Nothing but the images should be left out when the entries are restated word for word.

______

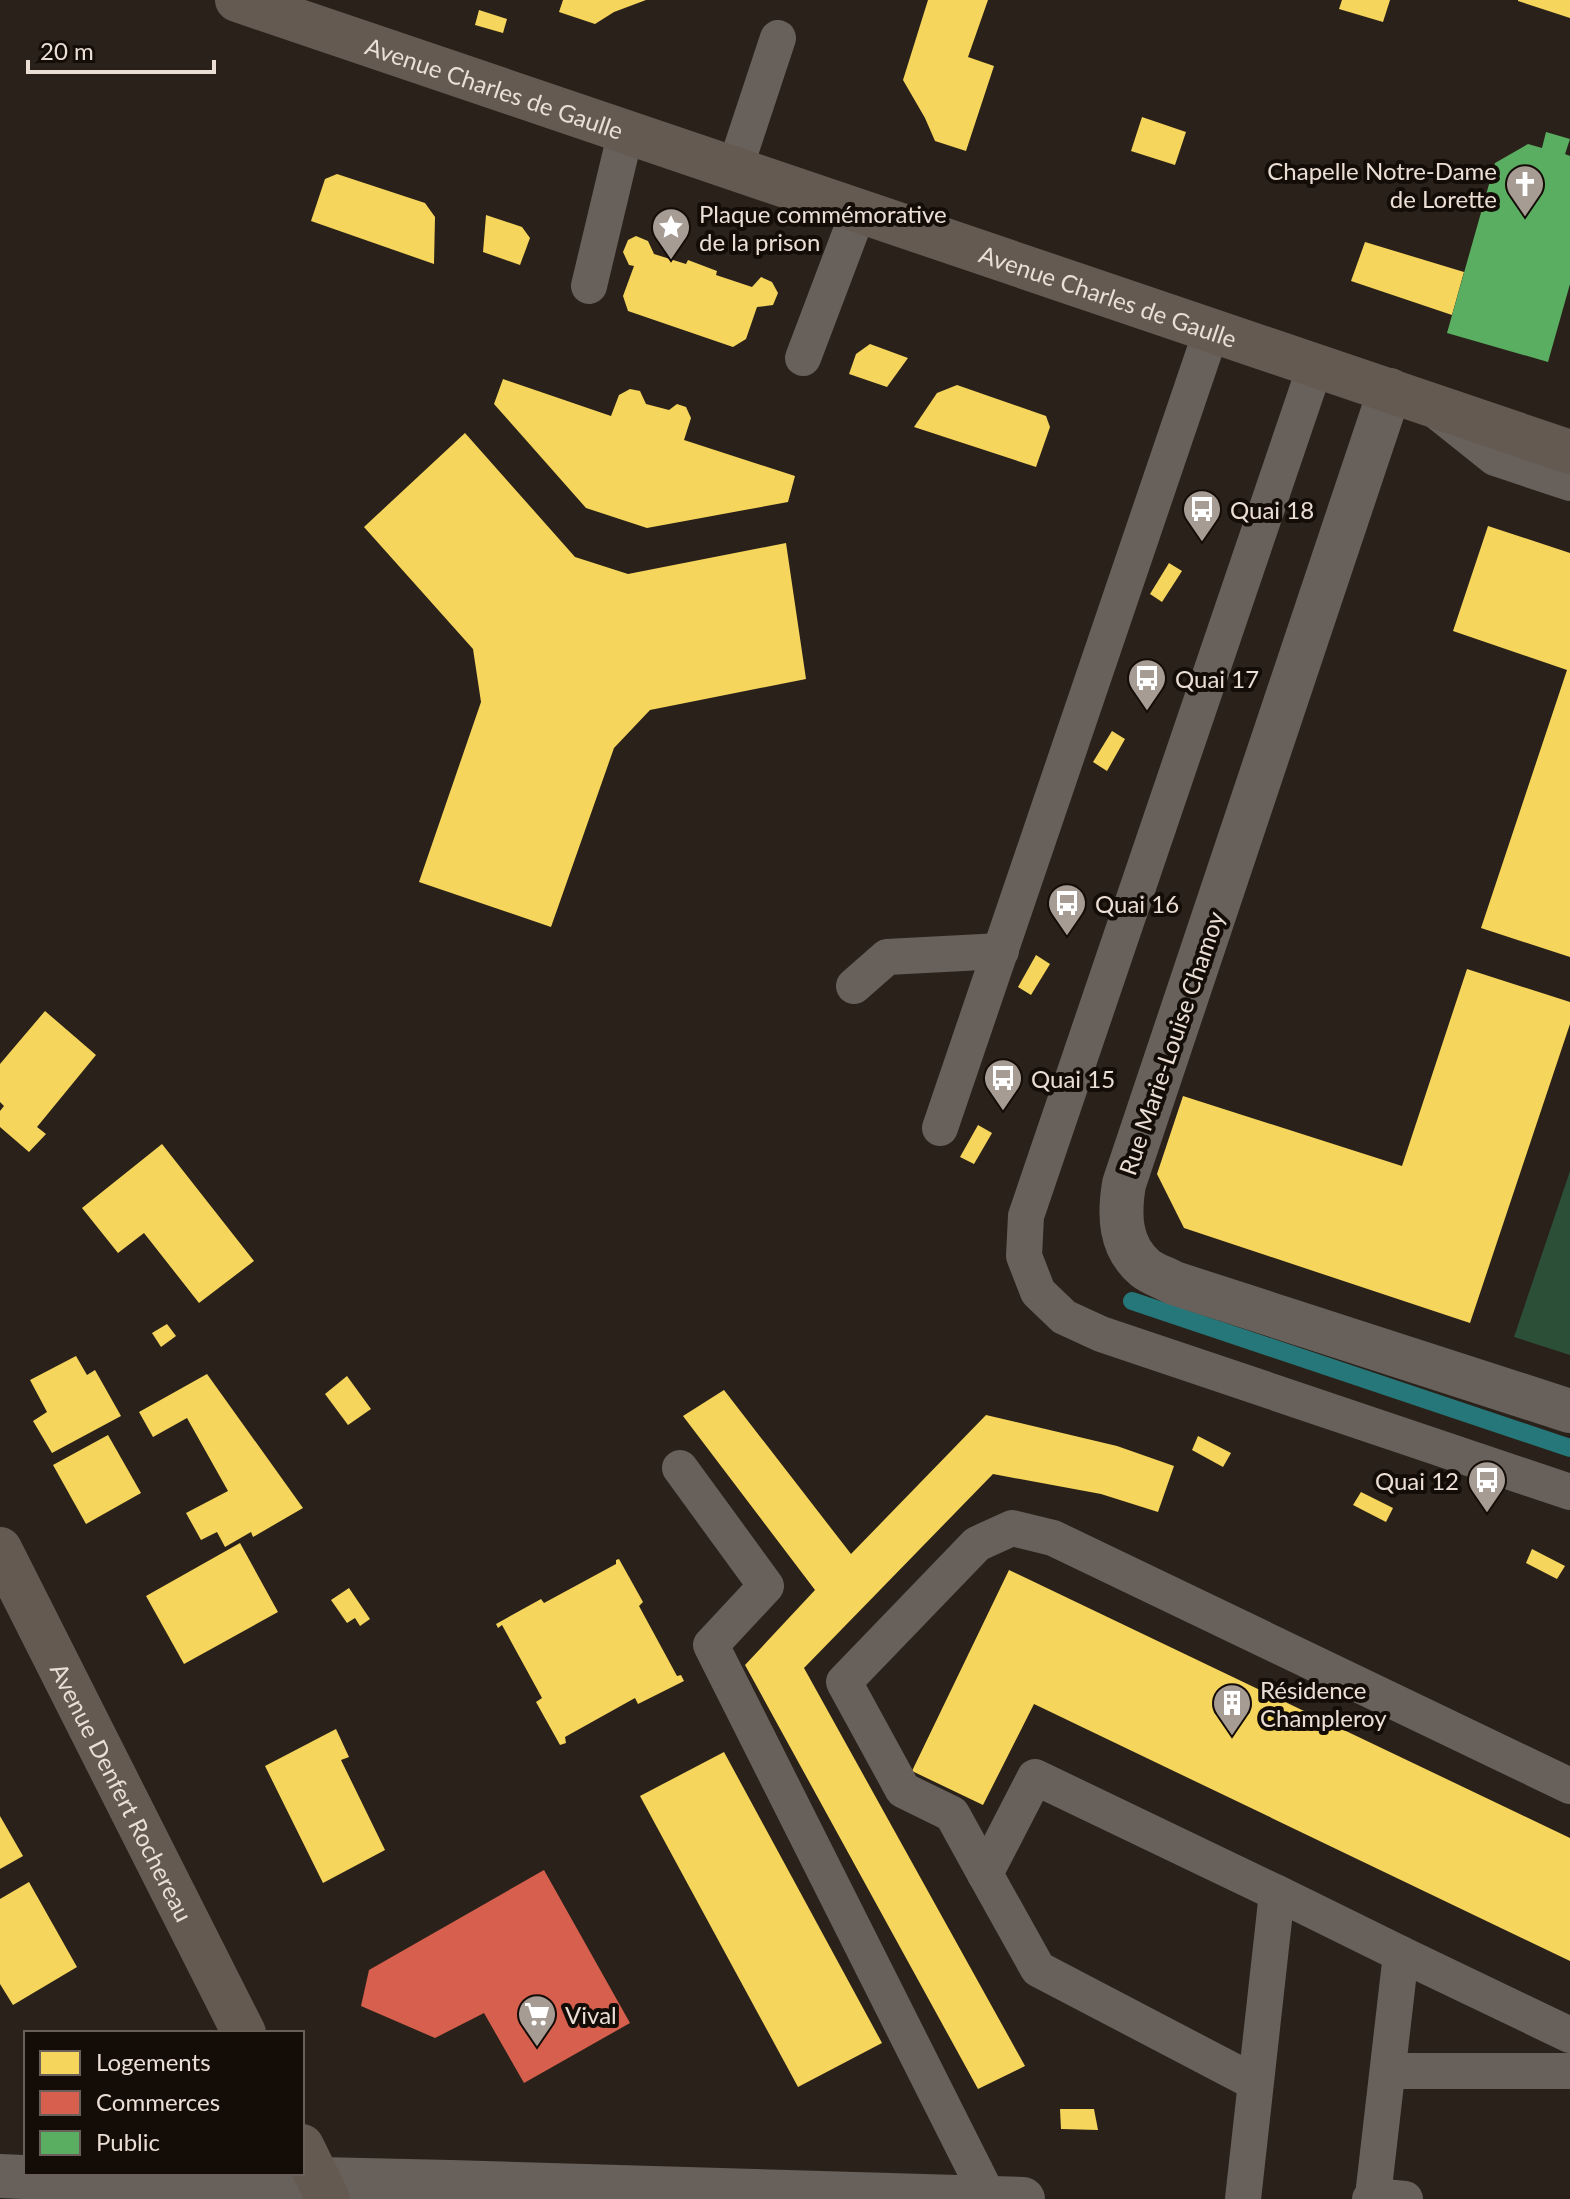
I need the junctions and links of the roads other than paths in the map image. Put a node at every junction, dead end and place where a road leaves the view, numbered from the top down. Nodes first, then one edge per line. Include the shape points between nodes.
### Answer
1 (237, 0) edge
2 (778, 38) dead end
3 (626, 131) junction
4 (735, 168) junction
5 (859, 210) junction
6 (589, 286) dead end
7 (1212, 329) junction
8 (803, 358) dead end
9 (1316, 364) junction
10 (1408, 396) junction
11 (1570, 452) edge
12 (1570, 483) edge
13 (1001, 951) junction
14 (854, 986) dead end
15 (940, 1128) dead end
16 (1570, 1411) edge
17 (680, 1468) dead end
18 (1570, 1492) edge
19 (0, 1549) edge
20 (1570, 1786) edge
21 (985, 1874) junction
22 (1277, 1893) junction
23 (1401, 1954) junction
24 (243, 2031) edge
25 (1570, 2035) edge
26 (1388, 2071) junction
27 (1570, 2071) edge
28 (1254, 2082) junction
29 (316, 2175) edge
30 (0, 2176) edge
31 (1006, 2198) edge
32 (1383, 2198) edge
33 (1243, 2199) edge

1 - 3 main road, Avenue Charles de Gaulle
2 - 4 lane
3 - 4 main road, Avenue Charles de Gaulle
3 - 6 lane
4 - 5 main road, Avenue Charles de Gaulle
5 - 7 main road, Avenue Charles de Gaulle
5 - 8 lane
7 - 9 main road, Avenue Charles de Gaulle
7 - 13 lane
9 - 10 main road, Avenue Charles de Gaulle
9 - 18 lane via 1026,1216 1024,1256 1038,1292 1064,1317 1101,1334
10 - 11 main road, Avenue Charles de Gaulle
10 - 12 lane via 1495,458
10 - 16 street, Rue Marie-Louise Chamoy via 1124,1184 1119,1212 1126,1245 1145,1268 1174,1283
13 - 14 lane via 887,957
13 - 15 lane
17 - 31 lane via 766,1586 711,1645
19 - 24 main road, Avenue Denfert Rochereau
20 - 21 lane via 1053,1538 1012,1528 977,1544 844,1682 903,1790 952,1814
21 - 22 lane via 1035,1777
21 - 28 lane via 1038,1969
22 - 23 lane
22 - 28 lane
23 - 25 lane
23 - 26 lane
26 - 27 lane
26 - 32 lane
28 - 33 lane
29 - 30 street via 157,2183
29 - 31 street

______

> [Written reply]
I need the junctions and links of the roads other than paths in the map image. Put a node at every junction, dead end and place where a road leaves the view, numbered from the top down. Nodes first, then one edge per line. Include the shape points between nodes.
### Answer
1 (237, 0) edge
2 (778, 38) dead end
3 (626, 131) junction
4 (735, 168) junction
5 (859, 210) junction
6 (589, 286) dead end
7 (1212, 329) junction
8 (803, 358) dead end
9 (1316, 364) junction
10 (1408, 396) junction
11 (1570, 452) edge
12 (1570, 483) edge
13 (1001, 951) junction
14 (854, 986) dead end
15 (940, 1128) dead end
16 (1570, 1411) edge
17 (680, 1468) dead end
18 (1570, 1492) edge
19 (0, 1549) edge
20 (1570, 1786) edge
21 (985, 1874) junction
22 (1277, 1893) junction
23 (1401, 1954) junction
24 (243, 2031) edge
25 (1570, 2035) edge
26 (1388, 2071) junction
27 (1570, 2071) edge
28 (1254, 2082) junction
29 (316, 2175) edge
30 (0, 2176) edge
31 (1006, 2198) edge
32 (1383, 2198) edge
33 (1243, 2199) edge

1 - 3 main road, Avenue Charles de Gaulle
2 - 4 lane
3 - 4 main road, Avenue Charles de Gaulle
3 - 6 lane
4 - 5 main road, Avenue Charles de Gaulle
5 - 7 main road, Avenue Charles de Gaulle
5 - 8 lane
7 - 9 main road, Avenue Charles de Gaulle
7 - 13 lane
9 - 10 main road, Avenue Charles de Gaulle
9 - 18 lane via 1026,1216 1024,1256 1038,1292 1064,1317 1101,1334
10 - 11 main road, Avenue Charles de Gaulle
10 - 12 lane via 1495,458
10 - 16 street, Rue Marie-Louise Chamoy via 1124,1184 1119,1212 1126,1245 1145,1268 1174,1283
13 - 14 lane via 887,957
13 - 15 lane
17 - 31 lane via 766,1586 711,1645
19 - 24 main road, Avenue Denfert Rochereau
20 - 21 lane via 1053,1538 1012,1528 977,1544 844,1682 903,1790 952,1814
21 - 22 lane via 1035,1777
21 - 28 lane via 1038,1969
22 - 23 lane
22 - 28 lane
23 - 25 lane
23 - 26 lane
26 - 27 lane
26 - 32 lane
28 - 33 lane
29 - 30 street via 157,2183
29 - 31 street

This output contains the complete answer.